Hinzu komme, dass die Wand lediglich den Lärm einer Linie dämme. Die Züge auf der Strecke Biel–Solothurn seien nach wie vor gleich laut. Und auch die Rangierarbeiten in der Nacht seien noch genauso gut zu hören wie früher, da die Wand von der Lärmquelle zu weit weg stehe. Schliesslich bestünden die Güterzüge auch oft aus altem, lauterem Rollmaterial.
Der Aufenthalt auf der Terrasse und im Garten sei wegen der Wand mittlerweile unerträglich geworden. Denn der Verkehrslärm hallt von der Wand wider. «Da es sich um Geräusche von Autos und Menschen handelt, haben wir oft das Gefühl, jemand sei in unserem Garten», erzählt Müller.
Schlaf ist wichtiger als Kaffeepause
Sein Problem: Müller hat den Lärmpegel vor dem Bau der Wand nicht gemessen. Somit kann er auch nicht beweisen, dass die Geräusche lauter geworden sind. Trotzdem hat er sich bereits an die SBB gewandt und die Verantwortlichen eingeladen, auf seiner Terrasse einen Kaffee zu trinken, um sich ein Bild zu machen.
Von der SBB kam auch tatsächlich eine Antwort: Eine Lärmschutzwand sei nicht dazu da, eine geräuschvolle Umgebung in eine Ruhezone zu verwandeln. Dank der Wand sei der Pegel um rund 12 Dezibel gesunken. Da der Rangierlärm die Leute in der Nacht beim Schlafen störe – selbst wenn sie sich dessen nicht unbedingt bewusst seien –, habe eine Reduktion um über 10 Dezibel mehr Nutzen als der Unterschied bei einer Kaffeepause auf der Terrasse, heisst es in der Antwort.

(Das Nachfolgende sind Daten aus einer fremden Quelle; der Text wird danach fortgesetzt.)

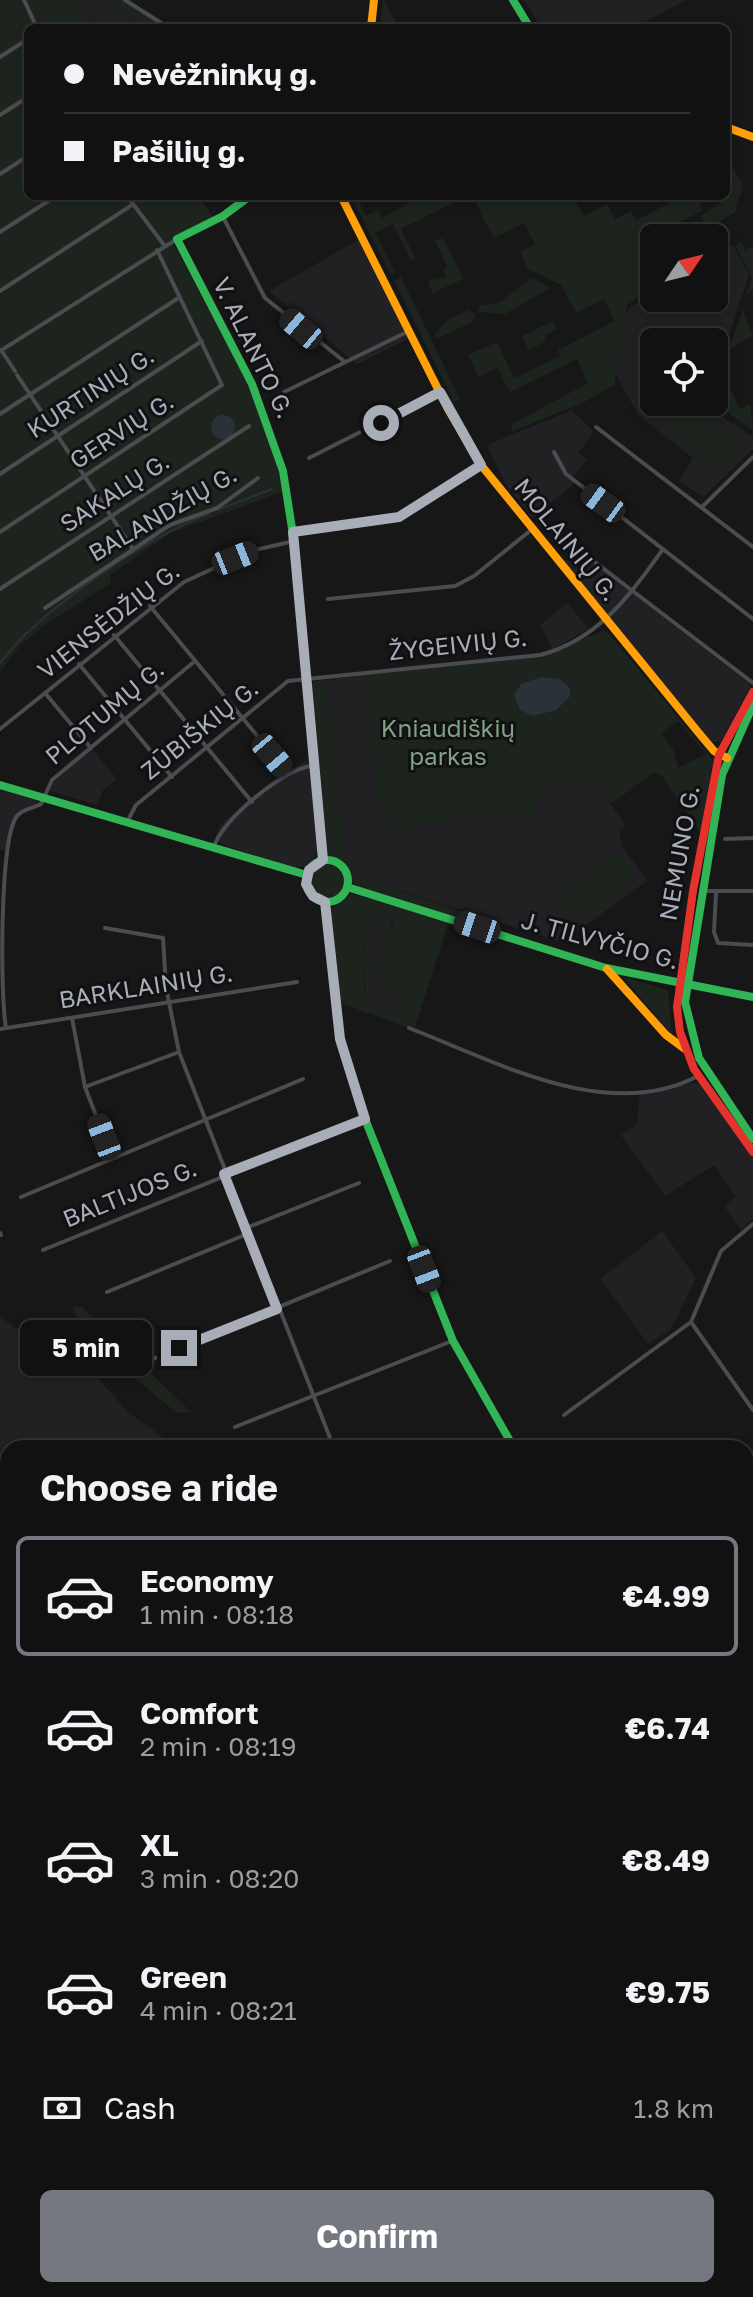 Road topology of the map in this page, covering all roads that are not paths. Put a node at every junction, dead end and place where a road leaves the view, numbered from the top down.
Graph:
1 (24, 0) edge
2 (125, 0) edge
3 (374, 0) edge
4 (513, 0) edge
5 (35, 24) edge
6 (163, 24) edge
7 (371, 24) edge
8 (528, 24) edge
9 (24, 42) edge
10 (0, 57) edge
11 (24, 100) edge
12 (0, 115) edge
13 (730, 128) edge
14 (753, 137) edge
15 (24, 159) edge
16 (0, 174) edge
17 (50, 200) edge
18 (129, 200) edge
19 (245, 200) edge
20 (343, 200) edge
21 (132, 205) junction
22 (223, 216) junction
23 (0, 232) edge
24 (177, 239) junction
25 (164, 245) junction
26 (157, 250) junction
27 (0, 291) edge
28 (180, 297) junction
29 (409, 331) junction
30 (202, 341) junction
31 (1, 351) edge
32 (345, 362) junction
33 (284, 392) dead end
34 (440, 392) junction
35 (30, 394) junction
36 (0, 414) edge
37 (249, 426) dead end
38 (596, 427) dead end
39 (58, 436) junction
40 (554, 452) dead end
41 (753, 457) edge
42 (309, 458) dead end
43 (481, 465) junction
44 (0, 474) edge
45 (84, 477) junction
46 (258, 478) dead end
47 (702, 507) junction
48 (111, 517) junction
49 (531, 530) junction
50 (0, 532) edge
51 (293, 536) junction
52 (566, 540) dead end
53 (753, 547) edge
54 (133, 549) junction
55 (663, 549) junction
56 (0, 589) edge
57 (632, 591) junction
58 (328, 599) dead end
59 (150, 606) junction
60 (45, 608) dead end
61 (753, 619) edge
62 (605, 620) junction
63 (114, 635) junction
64 (195, 661) junction
65 (79, 664) junction
66 (305, 679) junction
67 (753, 683) edge
68 (160, 690) junction
69 (753, 692) edge
70 (45, 693) junction
71 (753, 705) edge
72 (242, 718) junction
73 (125, 719) junction
74 (0, 729) edge
75 (207, 747) junction
76 (91, 748) junction
77 (723, 757) junction
78 (312, 766) junction
79 (288, 773) junction
80 (172, 777) junction
81 (0, 785) edge
82 (44, 798) junction
83 (252, 802) junction
84 (127, 822) junction
85 (753, 838) edge
86 (725, 839) dead end
87 (214, 847) junction
88 (323, 860) junction
89 (307, 875) junction
90 (347, 887) junction
91 (701, 891) junction
92 (753, 891) edge
93 (716, 893) junction
94 (325, 902) junction
95 (105, 928) dead end
96 (753, 945) edge
97 (606, 968) junction
98 (297, 982) dead end
99 (682, 984) junction
100 (753, 997) edge
101 (169, 1003) junction
102 (72, 1018) junction
103 (409, 1028) dead end
104 (3, 1029) edge
105 (685, 1049) junction
106 (179, 1052) junction
107 (698, 1076) junction
108 (303, 1079) dead end
109 (85, 1087) junction
110 (365, 1119) junction
111 (206, 1120) junction
112 (753, 1139) edge
113 (753, 1152) edge
114 (112, 1158) junction
115 (224, 1174) junction
116 (359, 1183) dead end
117 (21, 1197) dead end
118 (753, 1224) edge
119 (246, 1231) junction
120 (43, 1250) dead end
121 (390, 1261) dead end
122 (107, 1292) dead end
123 (277, 1309) junction
124 (691, 1322) junction
125 (453, 1341) junction
126 (136, 1366) dead end
127 (312, 1395) junction
128 (753, 1410) edge
129 (564, 1415) dead end
130 (235, 1427) dead end
131 (331, 1440) edge
132 (509, 1440) edge

1 - 5 street
2 - 6 street
3 - 7 main road
4 - 8 main road
9 - 10 street
11 - 12 street
13 - 14 main road
15 - 16 street
17 - 23 street
18 - 21 street
19 - 22 main road
20 - 29 main road, MOLAINIŲ G.
21 - 25 street
21 - 27 street
22 - 24 main road
22 - 32 street
24 - 25 street
24 - 51 main road, V. ALANTO G.
25 - 26 street
26 - 28 street
26 - 31 street
28 - 30 street
28 - 35 street
29 - 32 street
29 - 34 main road, MOLAINIŲ G.
30 - 39 street, KURTINIŲ G.
30 - 45 street, GERVIŲ G.
31 - 35 street
32 - 33 street
34 - 42 street
34 - 43 main road, MOLAINIŲ G.
35 - 36 street
35 - 39 street
37 - 48 street, SAKALŲ G.
38 - 47 street
39 - 44 street, KURTINIŲ G.
39 - 45 street
40 - 55 street
41 - 47 street
43 - 49 main road, MOLAINIŲ G.
43 - 51 street, VIENSĖDŽIŲ G.
45 - 48 street
45 - 50 street, GERVIŲ G.
46 - 54 street, BALANDŽIŲ G.
47 - 53 street
48 - 54 street
48 - 56 street, SAKALŲ G.
49 - 58 street
49 - 62 main road, MOLAINIŲ G.
51 - 59 street, VIENSĖDŽIŲ G.
51 - 66 main road, V. ALANTO G.
52 - 57 street
54 - 60 street, BALANDŽIŲ G.
55 - 57 street, ŽYGEIVIŲ G.
55 - 61 street
57 - 62 street, ŽYGEIVIŲ G.
57 - 67 street
59 - 63 street, VIENSĖDŽIŲ G.
59 - 64 street
62 - 66 street, ŽYGEIVIŲ G.
62 - 77 main road, MOLAINIŲ G.
63 - 65 street, VIENSĖDŽIŲ G.
63 - 68 street
64 - 68 street, PLOTUMŲ G.
64 - 72 street
65 - 70 street, VIENSĖDŽIŲ G.
65 - 73 street
66 - 72 street, ZŪBIŠKIŲ G.
66 - 78 main road, V. ALANTO G.
68 - 73 street, PLOTUMŲ G.
68 - 75 street
69 - 77 main road, NEMUNO G.
70 - 74 street, VIENSĖDŽIŲ G.
70 - 76 street
71 - 77 main road, NEMUNO G.
72 - 75 street, ZŪBIŠKIŲ G.
72 - 79 street
73 - 76 street, PLOTUMŲ G.
73 - 80 street
75 - 80 street, ZŪBIŠKIŲ G.
75 - 83 street
76 - 82 street, PLOTUMŲ G.
77 - 91 main road, NEMUNO G.
77 - 99 main road, NEMUNO G.
78 - 79 street
78 - 88 main road, V. ALANTO G.
79 - 83 street
80 - 84 street, ZŪBIŠKIŲ G.
81 - 82 main road
82 - 84 main road
82 - 104 street, PLOTUMŲ G.
83 - 87 street
84 - 87 main road
85 - 86 street
87 - 89 main road
88 - 89 main road
88 - 90 main road
89 - 94 main road
90 - 94 main road
90 - 97 main road, J. TILVYČIO G.
91 - 93 street
91 - 99 main road, NEMUNO G.
92 - 93 street
93 - 96 street
94 - 110 main road
95 - 101 street
97 - 99 main road, J. TILVYČIO G.
97 - 105 main road
98 - 101 street, BARKLAINIŲ G.
99 - 100 main road, J. TILVYČIO G.
99 - 105 main road, NEMUNO G.
99 - 112 main road, NEMUNO G.
101 - 102 street, BARKLAINIŲ G.
101 - 106 street
102 - 104 street, BARKLAINIŲ G.
102 - 109 street
103 - 107 street
105 - 107 main road, NEMUNO G.
106 - 109 street
106 - 111 street
107 - 113 main road, NEMUNO G.
108 - 111 street
109 - 114 street
110 - 115 street, BALTIJOS G.
110 - 125 main road
111 - 114 street
111 - 115 street
114 - 117 street
115 - 119 street
115 - 120 street, BALTIJOS G.
116 - 119 street
118 - 124 street
119 - 122 street
119 - 123 street
121 - 123 street
123 - 126 street
123 - 127 street
124 - 128 street
124 - 129 street
125 - 127 street
125 - 132 main road
127 - 130 street
127 - 131 street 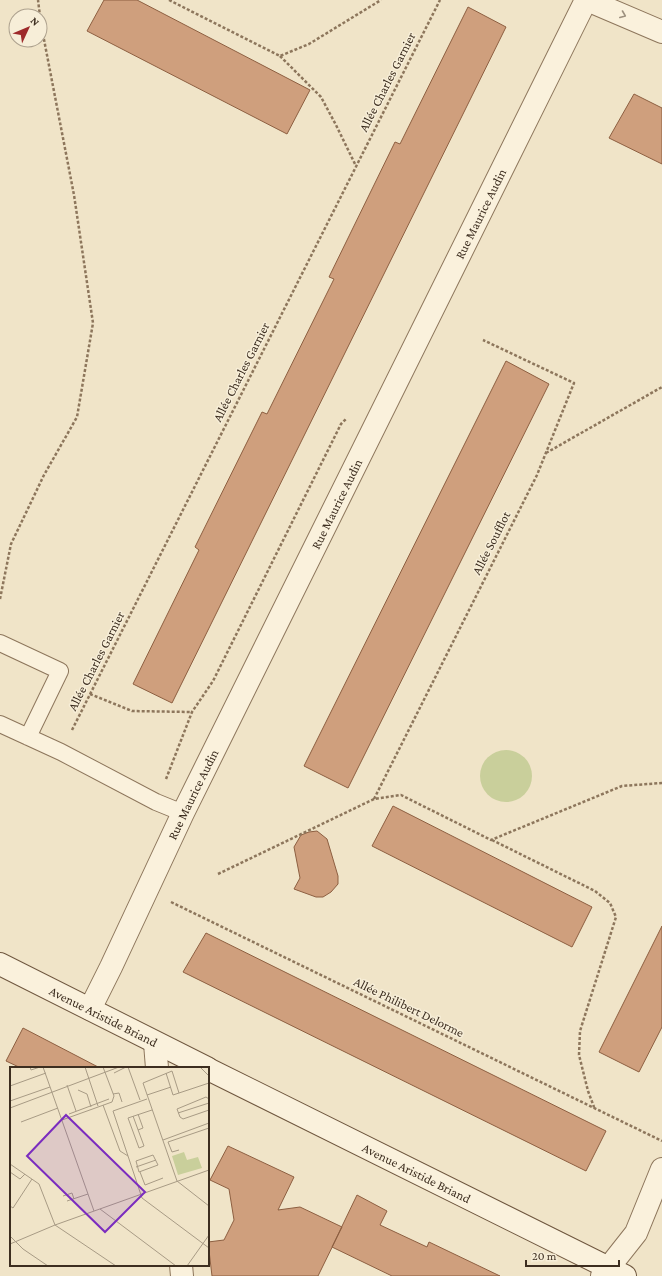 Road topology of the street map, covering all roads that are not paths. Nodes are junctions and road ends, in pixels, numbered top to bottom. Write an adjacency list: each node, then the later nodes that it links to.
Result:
1 (586, 0): 2 (street, one-way to 2); 6 (street, Rue Maurice Audin)
2 (662, 32)
3 (0, 642): 5 (lane)
4 (0, 724): 5 (lane)
5 (28, 737): 6 (lane)
6 (183, 813): 8 (street, Rue Maurice Audin)
7 (0, 964): 8 (street, Avenue Aristide Briand)
8 (90, 1009): 9 (street, Avenue Aristide Briand)
9 (155, 1043): 10 (street); 11 (street, Avenue Aristide Briand)
10 (157, 1067)
11 (205, 1067)
12 (209, 1069): 15 (street, Avenue Aristide Briand)
13 (662, 1169): 15 (street)
14 (180, 1266): 16 (street)
15 (612, 1273)
16 (182, 1276)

Dass andere Geräusche von der Wand reflektiert werden, könne die SBB nicht ausschliessen. Allerdings komme der Strassenlärm von der Seite und von unten, weshalb er nach oben abgeleitet werde. Deshalb sei die Terrasse nur von einem Teil des Lärms betroffen. Den Aufenthalt auf Müllers Terrasse macht das allerdings nicht unbedingt angenehmer.